2005-01-09 Thread Leo Simons
On 09-01-2005 18:28, Adam R. B. Jack [EMAIL PROTECTED] wrote:
 Ooh, long e-mail! I'm gonna try and split this up... :-D
 
 Sorry Dude, I got excited. :-)

Excitement is good!

 I wonder if there is as much significant difference between
 Gump2 and Gump3 as I first thought.

Probably not. Then again, I don't know what you thought...

 I have a slight deja-vu feeling here. You've built a nice (clean) start,
 like Sam did, but to get from this to a live running system will take much
 the same work that I added last time, and I'm not sure the key problems of
 Gump2 have been understood/corrected. I'm going to try (over time) to list
 every place in Gump2 that I feel would be as bad in Gump3 so we can address
 them. This isn't me being petty, but me trying to pressure test this new
 approach against my understanding of reality (for all it's/my warts).

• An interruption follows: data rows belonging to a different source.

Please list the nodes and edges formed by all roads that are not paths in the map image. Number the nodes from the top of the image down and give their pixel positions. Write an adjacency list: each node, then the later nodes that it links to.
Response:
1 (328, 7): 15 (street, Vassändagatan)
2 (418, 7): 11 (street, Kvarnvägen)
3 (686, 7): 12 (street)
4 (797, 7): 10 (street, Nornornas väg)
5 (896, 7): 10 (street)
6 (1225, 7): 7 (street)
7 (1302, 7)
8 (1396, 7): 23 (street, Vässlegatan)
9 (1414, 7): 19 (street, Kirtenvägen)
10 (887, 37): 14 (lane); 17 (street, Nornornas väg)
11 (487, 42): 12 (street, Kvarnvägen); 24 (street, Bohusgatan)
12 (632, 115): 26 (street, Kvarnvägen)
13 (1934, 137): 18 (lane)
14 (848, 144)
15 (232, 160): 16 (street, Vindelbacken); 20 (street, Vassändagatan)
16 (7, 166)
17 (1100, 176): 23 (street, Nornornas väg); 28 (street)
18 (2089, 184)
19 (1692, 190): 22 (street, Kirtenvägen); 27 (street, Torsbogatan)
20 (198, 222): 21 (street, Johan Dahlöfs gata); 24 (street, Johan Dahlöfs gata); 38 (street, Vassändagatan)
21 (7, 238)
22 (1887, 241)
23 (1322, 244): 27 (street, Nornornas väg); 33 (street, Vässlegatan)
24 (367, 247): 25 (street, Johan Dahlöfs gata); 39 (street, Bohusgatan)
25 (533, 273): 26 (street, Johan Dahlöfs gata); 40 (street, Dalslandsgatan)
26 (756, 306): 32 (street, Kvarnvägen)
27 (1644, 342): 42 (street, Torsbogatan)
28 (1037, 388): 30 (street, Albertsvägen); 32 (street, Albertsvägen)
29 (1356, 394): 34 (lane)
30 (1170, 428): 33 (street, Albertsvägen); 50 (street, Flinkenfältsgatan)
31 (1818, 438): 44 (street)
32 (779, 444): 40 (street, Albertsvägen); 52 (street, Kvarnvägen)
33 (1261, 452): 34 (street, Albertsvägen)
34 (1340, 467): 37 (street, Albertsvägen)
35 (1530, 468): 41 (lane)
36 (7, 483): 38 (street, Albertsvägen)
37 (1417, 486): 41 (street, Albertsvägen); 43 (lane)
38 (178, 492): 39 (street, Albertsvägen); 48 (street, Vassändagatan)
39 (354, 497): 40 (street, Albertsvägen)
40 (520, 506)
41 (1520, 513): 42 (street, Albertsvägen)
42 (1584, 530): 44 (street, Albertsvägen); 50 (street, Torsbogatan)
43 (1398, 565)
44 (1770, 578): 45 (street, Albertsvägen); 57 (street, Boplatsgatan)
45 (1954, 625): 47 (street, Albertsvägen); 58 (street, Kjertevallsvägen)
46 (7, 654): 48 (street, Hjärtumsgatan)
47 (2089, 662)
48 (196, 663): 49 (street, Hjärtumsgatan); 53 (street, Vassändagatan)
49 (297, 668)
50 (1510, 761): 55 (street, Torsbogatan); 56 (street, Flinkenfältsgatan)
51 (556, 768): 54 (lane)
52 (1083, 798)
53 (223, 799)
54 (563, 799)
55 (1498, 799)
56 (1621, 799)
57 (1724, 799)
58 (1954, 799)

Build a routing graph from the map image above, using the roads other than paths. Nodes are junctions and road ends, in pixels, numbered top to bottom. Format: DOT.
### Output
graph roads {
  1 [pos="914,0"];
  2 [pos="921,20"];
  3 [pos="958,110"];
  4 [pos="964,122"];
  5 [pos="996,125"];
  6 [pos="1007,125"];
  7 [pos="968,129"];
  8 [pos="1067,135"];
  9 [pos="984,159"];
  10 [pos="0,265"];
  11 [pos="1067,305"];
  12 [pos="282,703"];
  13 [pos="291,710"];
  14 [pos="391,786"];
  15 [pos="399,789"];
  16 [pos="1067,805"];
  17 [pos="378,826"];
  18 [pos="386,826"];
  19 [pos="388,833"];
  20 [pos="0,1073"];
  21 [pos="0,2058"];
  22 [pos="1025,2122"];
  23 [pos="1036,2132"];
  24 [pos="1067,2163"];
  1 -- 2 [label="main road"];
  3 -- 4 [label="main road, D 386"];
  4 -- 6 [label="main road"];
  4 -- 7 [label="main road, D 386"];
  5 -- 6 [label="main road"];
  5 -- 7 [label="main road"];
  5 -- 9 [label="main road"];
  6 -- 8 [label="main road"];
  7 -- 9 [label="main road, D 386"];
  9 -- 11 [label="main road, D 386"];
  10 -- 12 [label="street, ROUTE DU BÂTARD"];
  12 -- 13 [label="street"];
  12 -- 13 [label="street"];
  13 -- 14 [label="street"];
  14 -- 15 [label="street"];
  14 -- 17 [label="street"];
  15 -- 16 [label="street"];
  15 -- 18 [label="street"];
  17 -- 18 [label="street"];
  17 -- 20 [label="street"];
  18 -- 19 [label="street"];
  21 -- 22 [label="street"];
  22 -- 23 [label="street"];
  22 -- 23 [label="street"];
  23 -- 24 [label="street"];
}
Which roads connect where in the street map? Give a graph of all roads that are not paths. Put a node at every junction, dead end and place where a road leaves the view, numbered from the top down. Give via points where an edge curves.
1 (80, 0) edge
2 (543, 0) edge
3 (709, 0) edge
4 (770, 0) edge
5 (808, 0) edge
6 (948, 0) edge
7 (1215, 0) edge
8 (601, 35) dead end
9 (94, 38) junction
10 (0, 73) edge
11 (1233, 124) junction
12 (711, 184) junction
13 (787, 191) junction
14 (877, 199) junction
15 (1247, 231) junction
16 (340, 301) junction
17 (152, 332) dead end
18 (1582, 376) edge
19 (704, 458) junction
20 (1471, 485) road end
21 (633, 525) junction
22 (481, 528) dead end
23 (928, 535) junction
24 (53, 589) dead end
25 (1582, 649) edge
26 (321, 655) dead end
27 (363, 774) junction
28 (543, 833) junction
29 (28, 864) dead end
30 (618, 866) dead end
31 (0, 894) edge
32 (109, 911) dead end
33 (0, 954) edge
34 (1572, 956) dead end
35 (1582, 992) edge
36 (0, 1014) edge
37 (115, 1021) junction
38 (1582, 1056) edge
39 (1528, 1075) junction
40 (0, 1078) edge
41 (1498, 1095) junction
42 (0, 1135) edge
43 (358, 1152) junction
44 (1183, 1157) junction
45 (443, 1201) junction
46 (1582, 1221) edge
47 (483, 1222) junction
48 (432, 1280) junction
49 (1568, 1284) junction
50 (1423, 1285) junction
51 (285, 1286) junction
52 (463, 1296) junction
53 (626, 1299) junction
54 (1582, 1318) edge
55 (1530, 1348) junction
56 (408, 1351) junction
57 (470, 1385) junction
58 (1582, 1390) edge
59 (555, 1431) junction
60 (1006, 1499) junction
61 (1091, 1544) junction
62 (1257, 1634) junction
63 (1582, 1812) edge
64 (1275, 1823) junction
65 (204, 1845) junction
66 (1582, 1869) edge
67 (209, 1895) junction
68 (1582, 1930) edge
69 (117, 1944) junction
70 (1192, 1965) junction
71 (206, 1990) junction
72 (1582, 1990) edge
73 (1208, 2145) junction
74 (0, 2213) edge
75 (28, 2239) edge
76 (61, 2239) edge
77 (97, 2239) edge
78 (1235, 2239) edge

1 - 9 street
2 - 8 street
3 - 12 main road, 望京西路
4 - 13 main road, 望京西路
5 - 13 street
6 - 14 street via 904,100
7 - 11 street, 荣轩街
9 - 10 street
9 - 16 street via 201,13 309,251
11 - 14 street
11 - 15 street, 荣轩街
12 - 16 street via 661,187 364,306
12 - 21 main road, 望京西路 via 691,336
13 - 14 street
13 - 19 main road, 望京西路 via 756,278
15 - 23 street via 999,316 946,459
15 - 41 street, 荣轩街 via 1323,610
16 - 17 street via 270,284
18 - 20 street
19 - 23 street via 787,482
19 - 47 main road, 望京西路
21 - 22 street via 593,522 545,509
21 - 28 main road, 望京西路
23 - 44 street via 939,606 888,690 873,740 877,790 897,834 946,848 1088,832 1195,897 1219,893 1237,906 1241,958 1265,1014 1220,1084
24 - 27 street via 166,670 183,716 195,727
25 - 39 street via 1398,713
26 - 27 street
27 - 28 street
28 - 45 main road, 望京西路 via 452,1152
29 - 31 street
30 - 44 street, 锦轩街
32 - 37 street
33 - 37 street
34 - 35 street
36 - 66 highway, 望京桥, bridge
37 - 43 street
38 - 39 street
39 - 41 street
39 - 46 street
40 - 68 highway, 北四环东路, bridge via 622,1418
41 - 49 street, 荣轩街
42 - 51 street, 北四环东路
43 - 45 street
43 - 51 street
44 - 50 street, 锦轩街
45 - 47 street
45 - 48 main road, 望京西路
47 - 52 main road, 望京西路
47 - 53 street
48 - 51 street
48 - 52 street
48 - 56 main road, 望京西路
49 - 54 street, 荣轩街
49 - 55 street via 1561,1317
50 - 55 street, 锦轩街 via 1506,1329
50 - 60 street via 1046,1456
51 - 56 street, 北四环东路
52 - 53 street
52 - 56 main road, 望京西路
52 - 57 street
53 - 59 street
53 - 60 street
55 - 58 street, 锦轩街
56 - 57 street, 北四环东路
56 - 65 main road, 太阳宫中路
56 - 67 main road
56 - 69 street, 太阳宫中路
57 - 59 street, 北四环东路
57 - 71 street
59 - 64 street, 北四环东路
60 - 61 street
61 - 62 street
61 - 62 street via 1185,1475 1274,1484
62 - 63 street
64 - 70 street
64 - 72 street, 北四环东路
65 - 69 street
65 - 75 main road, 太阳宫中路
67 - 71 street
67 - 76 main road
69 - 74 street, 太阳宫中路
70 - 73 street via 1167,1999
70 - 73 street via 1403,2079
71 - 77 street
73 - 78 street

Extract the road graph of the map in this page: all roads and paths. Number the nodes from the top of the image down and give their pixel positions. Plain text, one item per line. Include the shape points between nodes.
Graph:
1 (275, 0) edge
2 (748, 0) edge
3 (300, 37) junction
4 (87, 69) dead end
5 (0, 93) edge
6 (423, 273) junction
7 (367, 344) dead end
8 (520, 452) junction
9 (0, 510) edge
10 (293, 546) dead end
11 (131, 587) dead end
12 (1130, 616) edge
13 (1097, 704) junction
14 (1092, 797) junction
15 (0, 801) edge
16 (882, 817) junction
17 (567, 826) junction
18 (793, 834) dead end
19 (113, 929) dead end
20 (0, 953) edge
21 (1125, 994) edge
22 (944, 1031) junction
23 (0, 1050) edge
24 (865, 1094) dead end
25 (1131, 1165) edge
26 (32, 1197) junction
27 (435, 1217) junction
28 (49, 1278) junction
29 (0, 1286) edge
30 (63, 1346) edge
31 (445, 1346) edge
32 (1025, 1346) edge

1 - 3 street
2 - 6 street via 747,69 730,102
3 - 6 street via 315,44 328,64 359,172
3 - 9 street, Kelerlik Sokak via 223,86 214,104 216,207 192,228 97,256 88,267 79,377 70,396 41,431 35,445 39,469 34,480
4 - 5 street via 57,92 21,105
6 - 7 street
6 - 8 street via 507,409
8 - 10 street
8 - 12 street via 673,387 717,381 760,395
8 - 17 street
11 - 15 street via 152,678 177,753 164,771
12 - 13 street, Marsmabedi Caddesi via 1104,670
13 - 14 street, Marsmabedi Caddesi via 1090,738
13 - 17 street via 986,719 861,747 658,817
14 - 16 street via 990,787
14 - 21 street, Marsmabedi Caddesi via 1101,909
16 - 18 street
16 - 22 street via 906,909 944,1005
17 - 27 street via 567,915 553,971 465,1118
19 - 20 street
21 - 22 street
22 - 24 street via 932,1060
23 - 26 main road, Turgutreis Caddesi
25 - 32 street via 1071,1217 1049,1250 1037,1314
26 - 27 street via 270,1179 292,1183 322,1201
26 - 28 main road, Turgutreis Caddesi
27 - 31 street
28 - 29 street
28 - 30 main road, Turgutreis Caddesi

It's a good idea. By all means. Software architecture is *hard*.

 [ BTW: I still could use help with IOC. I have a crude understanding of it,
 but please don't forget to enlighten me if you see I'm missing a point.]

That takes years! :-D. Think military and about who is in command. Maybe
you're familiar with patterns like chain of responsibility. IOC is a
pattern in the same sense. Its a tree of commands. General at the top.

 Sure, I see that components ought not need to communicate directly. In Gump2
 we have a model tree (workspace/modules/projects) and a (theoretically
 separate, but not) tree of results. That tree is for a few projects, or all,
 based off the filter of work to do. As components do work on that tree they
 store data at the right level (run/workspace/module/project), perhaps even
 setting state (failed, etc.). This is Gump2, and (as I hear it) Gump3, no
 differences.

There's a few I think. I had the hardest time fully reading through the
gump2 model code. I decided I needed to start with the XML, retrieve the
fundamental abstractions, and rewrite the tree. It was so much fun I just
kept going.

The gump3 tree is totally passive, and much closer to the way a
mathematician would build a tree. You can let loose algorithms on it that
were figured out in the 30s (ie the topological sort in the walker code is
one of those).

The gump3 tree does not do any kind of validation. It does only the most
minimal of defaults.

The gump3 tree is more fully normalized. All references are fully two-way,
like with DOM. The difference between depend/ and option/ sucks
conceptually, so now the option-ness is just a property of the edge that
connects two vertices.

I think its much simpler.

 I feel it is that tree that is the weakness people consider bloat. Not
 it's memory size, but it's complexity, all the data stored in there -- and
 the fact it is a batch. That is a key similarity between Gump2/Gump3 and
 (IMHO) a key issue to address.

Right.

 Part of the problem is ordering/sequencing. The CVS updating would not  halt
 all efforts on a module (builds would occur) 'cos the CVS failed if it had a
 semi-fresh copy. (This was due to SF.net CVS being so flakey for so long
 even for Gump-wise stable things like JUnit.) As such, prior to CVS updating
 we needed to bring some stats/history information into memory, so enforces
 an implicit dependency. [Note: Stats Actor today stores Stats on the Tree,
 so users (CVS Actor) just ask for it from there, they don't talk directly.]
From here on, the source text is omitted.